Deutsche Sozialdemokraten wollen Mini-Zinsen stark besteuern

Die Parteilinke in der SPD, geführt vom stellvertretenden Bundesvorsitzenden Ralf Stegner, möchte die Steuerschraube bei Zins- und Kapitalerträgen noch weiter hochdrehen. Obwohl durch die Zinspolitik der Europäischen Zentralbank unter Mario Draghi die deutschen Anleger derzeit zig Milliarden Euro durch Mini-Zinsen und Inflationsentwicklung monatlich verlieren, möchten manche in der SPD hier noch weitere Verschlechterungen durchsetzen. Die Steuer auf Zins- und Kapitalerträge soll massiv erhöht und progressiv gestaffelt werden. Damit kommen deutsche Anleger in eine Doppelmühle, die zur fortgesetzten Enteignung ihres Vermögens führt.

Progressive Kapitalertragssteuer soll Sparern den Rest geben

Offensichtlich möchte man in der SPD den deutschen Sparern steuerrechtlich „den Rest geben“. So sollen laut Plänen von Stegner und Co der bisherige fixe Zinssatz von 25 Prozent auf 32 Prozent als „Abgeltungssteuer“ hinaufgesetzt werden. Diese Forderung enthielt bereits das von Wirtschaftsminister Sigmar Gabriel präsentierte Wahlprogramm im Jahre 2013. Aber das soll für die linke SPD nur der erste Schritt sein -, ausgehend von dieser weiteren Vernichtung deutschen Sparvermögens kann man sich dort auch vorstellen, eine „progressive Kapitalerstragssteuer“ einzuführen.

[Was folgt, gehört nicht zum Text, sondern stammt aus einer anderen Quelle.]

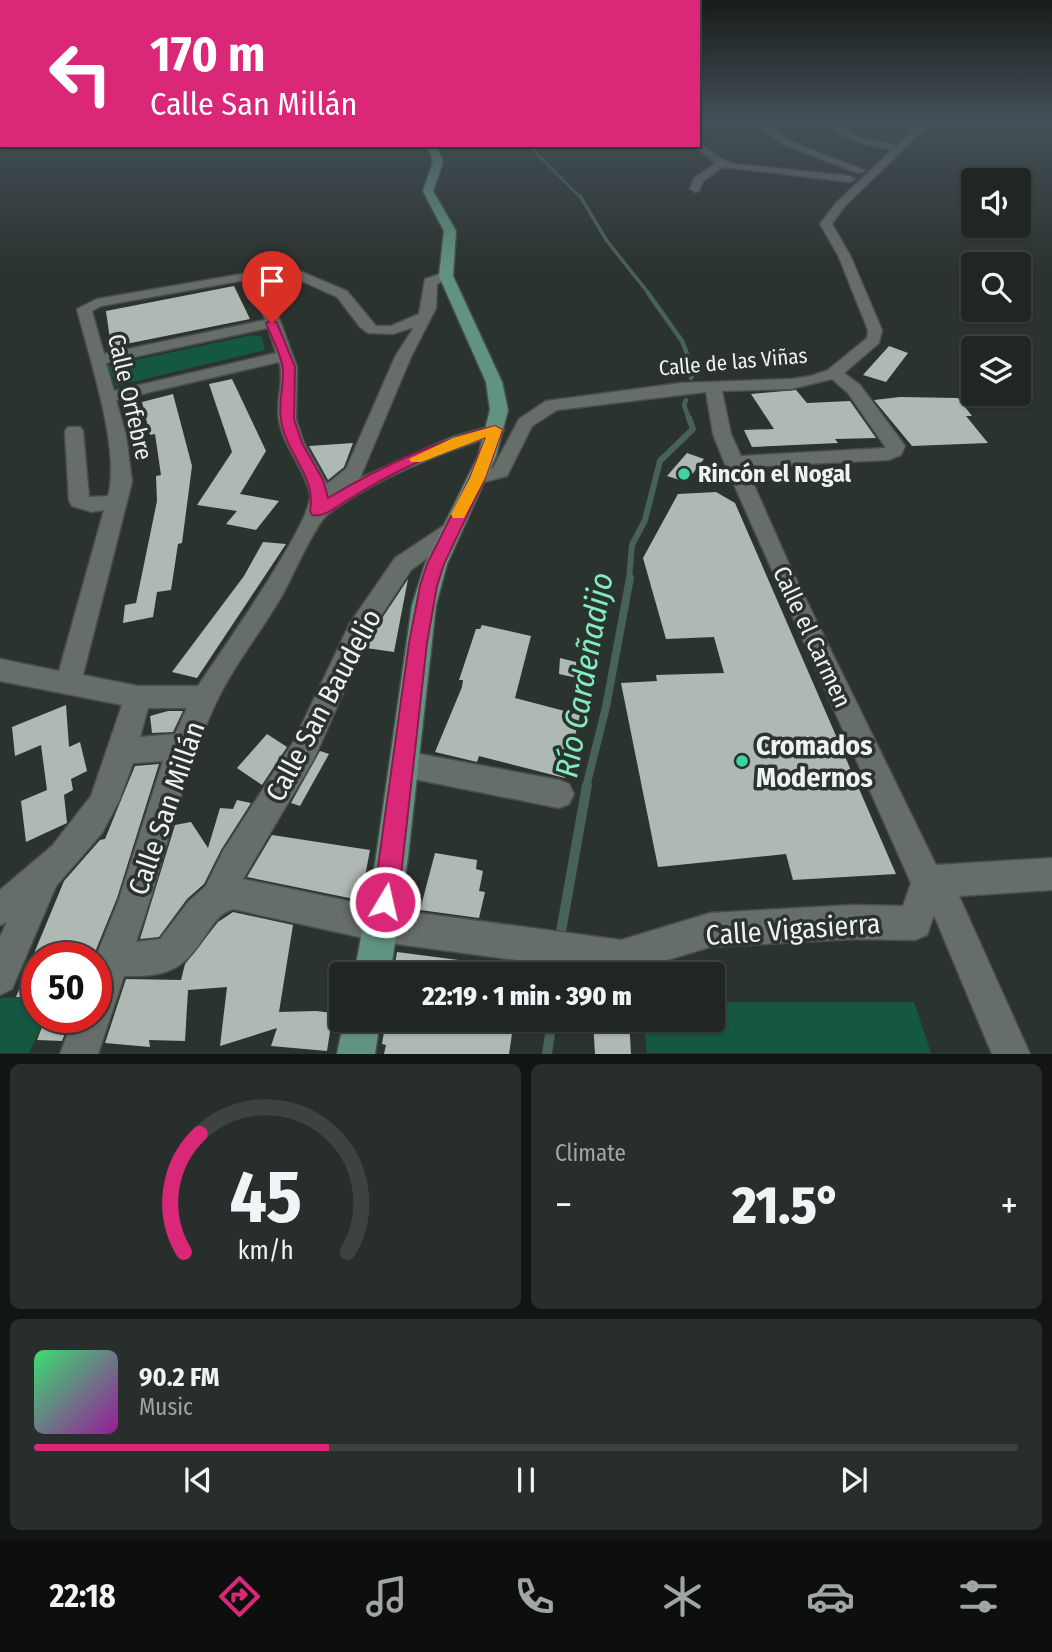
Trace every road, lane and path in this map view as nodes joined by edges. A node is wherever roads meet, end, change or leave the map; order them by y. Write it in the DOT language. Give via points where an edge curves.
graph roads {
  1 [pos="435,171"];
  2 [pos="710,171"];
  3 [pos="765,171"];
  4 [pos="876,171"];
  5 [pos="850,180"];
  6 [pos="695,189"];
  7 [pos="446,273"];
  8 [pos="256,274"];
  9 [pos="424,317"];
  10 [pos="272,323"];
  11 [pos="285,356"];
  12 [pos="98,360"];
  13 [pos="834,373"];
  14 [pos="713,387"];
  15 [pos="108,397"];
  16 [pos="495,430"];
  17 [pos="75,431"];
  18 [pos="733,462"];
  19 [pos="477,478"];
  20 [pos="117,502"];
  21 [pos="319,504"];
  22 [pos="450,531"];
  23 [pos="0,670"];
  24 [pos="68,685"];
  25 [pos="138,697"];
  26 [pos="205,697"];
  27 [pos="184,746"];
  28 [pos="122,750"];
  29 [pos="404,764"];
  30 [pos="559,794"];
  31 [pos="1052,874"];
  32 [pos="44,876"];
  33 [pos="932,881"];
  34 [pos="218,897"];
  35 [pos="0,908"];
  36 [pos="382,925"];
  37 [pos="113,959"];
  38 [pos="375,962"];
  39 [pos="0,977"];
  40 [pos="360,1032"];
  41 [pos="86,1033"];
  42 [pos="79,1054"];
  43 [pos="356,1054"];
  44 [pos="1011,1054"];
  1 -- 7 [label="main road" via="428,191 451,235"];
  2 -- 6 [label="street" via="698,180"];
  3 -- 5 [label="street"];
  4 -- 13 [label="street, Calle de las Viñas" via="826,224 844,255 874,330 874,340"];
  7 -- 9 [label="street, Calle San Millán" via="430,282"];
  7 -- 16 [label="main road" via="499,398"];
  8 -- 9 [label="street" via="288,270 342,294 373,330 393,330"];
  8 -- 10 [label="street"];
  8 -- 12 [label="street, Calle Orfebre" via="88,305 84,314"];
  9 -- 21 [label="street, Calle San Millán" via="351,477"];
  10 -- 11 [label="street"];
  10 -- 12 [label="street"];
  11 -- 15 [label="street"];
  11 -- 21 [label="street" via="289,367 287,419 315,480"];
  12 -- 15 [label="street, Calle Orfebre"];
  13 -- 14 [label="street, Calle de las Viñas" via="791,384"];
  13 -- 18 [label="street" via="854,389 896,446 894,451"];
  14 -- 18 [label="street, Calle el Carmen"];
  14 -- 19 [label="street, Calle de las Viñas" via="552,405 525,423 500,472"];
  15 -- 20 [label="street, Calle Orfebre" via="122,463"];
  16 -- 19 [label="main road"];
  16 -- 21 [label="street, Calle San Millán" via="458,441"];
  17 -- 20 [label="street" via="79,501 92,505"];
  18 -- 33 [label="street, Calle el Carmen"];
  19 -- 22 [label="main road"];
  20 -- 24 [label="street, Calle Orfebre"];
  21 -- 26 [label="street, Calle San Millán" via="272,592"];
  22 -- 29 [label="main road" via="425,605"];
  22 -- 34 [label="street, Calle San Baudelio" via="403,564 359,630 304,750 234,862"];
  23 -- 24 [label="street"];
  24 -- 25 [label="street"];
  25 -- 26 [label="street"];
  25 -- 28 [label="street"];
  26 -- 27 [label="street, Calle San Millán"];
  27 -- 28 [label="street"];
  27 -- 37 [label="street, Calle San Millán"];
  28 -- 32 [label="street" via="93,821"];
  29 -- 30 [label="street"];
  29 -- 36 [label="main road"];
  31 -- 33 [label="street"];
  32 -- 35 [label="street"];
  32 -- 39 [label="street"];
  33 -- 36 [label="street, Calle Vigasierra" via="915,923 710,930 621,957"];
  33 -- 44 [label="street, Calle el Carmen"];
  34 -- 36 [label="street" via="247,895"];
  34 -- 37 [label="street, Calle San Baudelio" via="163,957"];
  36 -- 38 [label="main road"];
  40 -- 43 [label="main road"];
  41 -- 42 [label="street"];
}
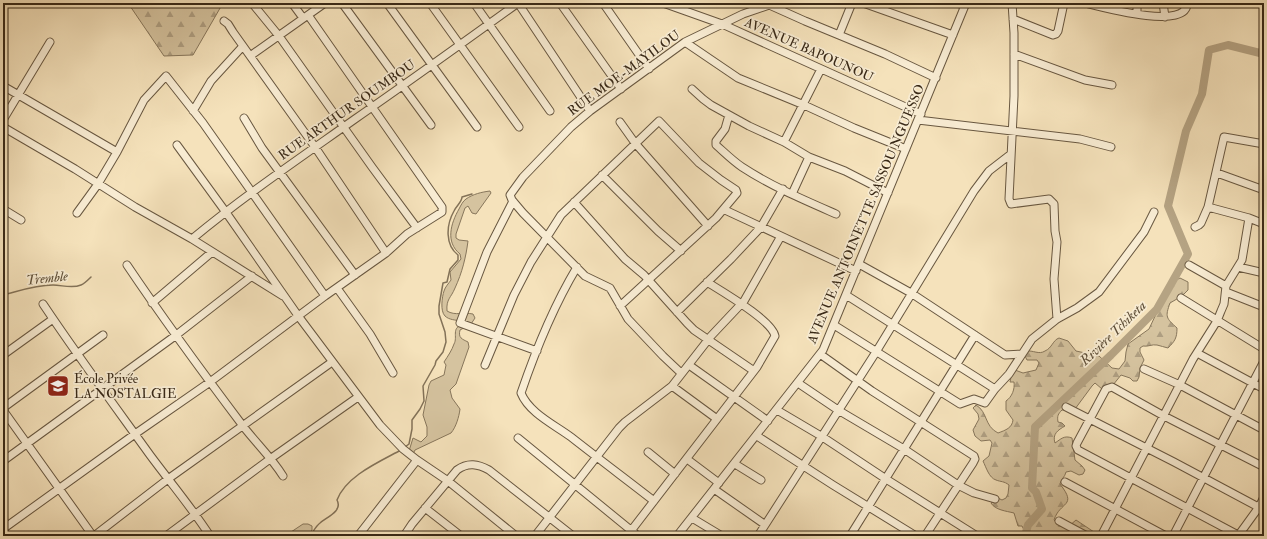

Damit wäre vor allem der Mittelstand, der vielfach bereits mehr als 32 Prozent an Durchschnittssteuern für sein Arbeitseinkommen bezahlt, noch einmal die Melkkuh des Finanzministers. Das deutsche Sparvermögen würde dann Zug um Zug durch Inflation und Spitzensteuer aufgefressen werden. Hoffen dürfen die Roten dabei auf die CDU, bei der man ebenfalls nichts dabei findet, die eigenen Sparer auszubeuten.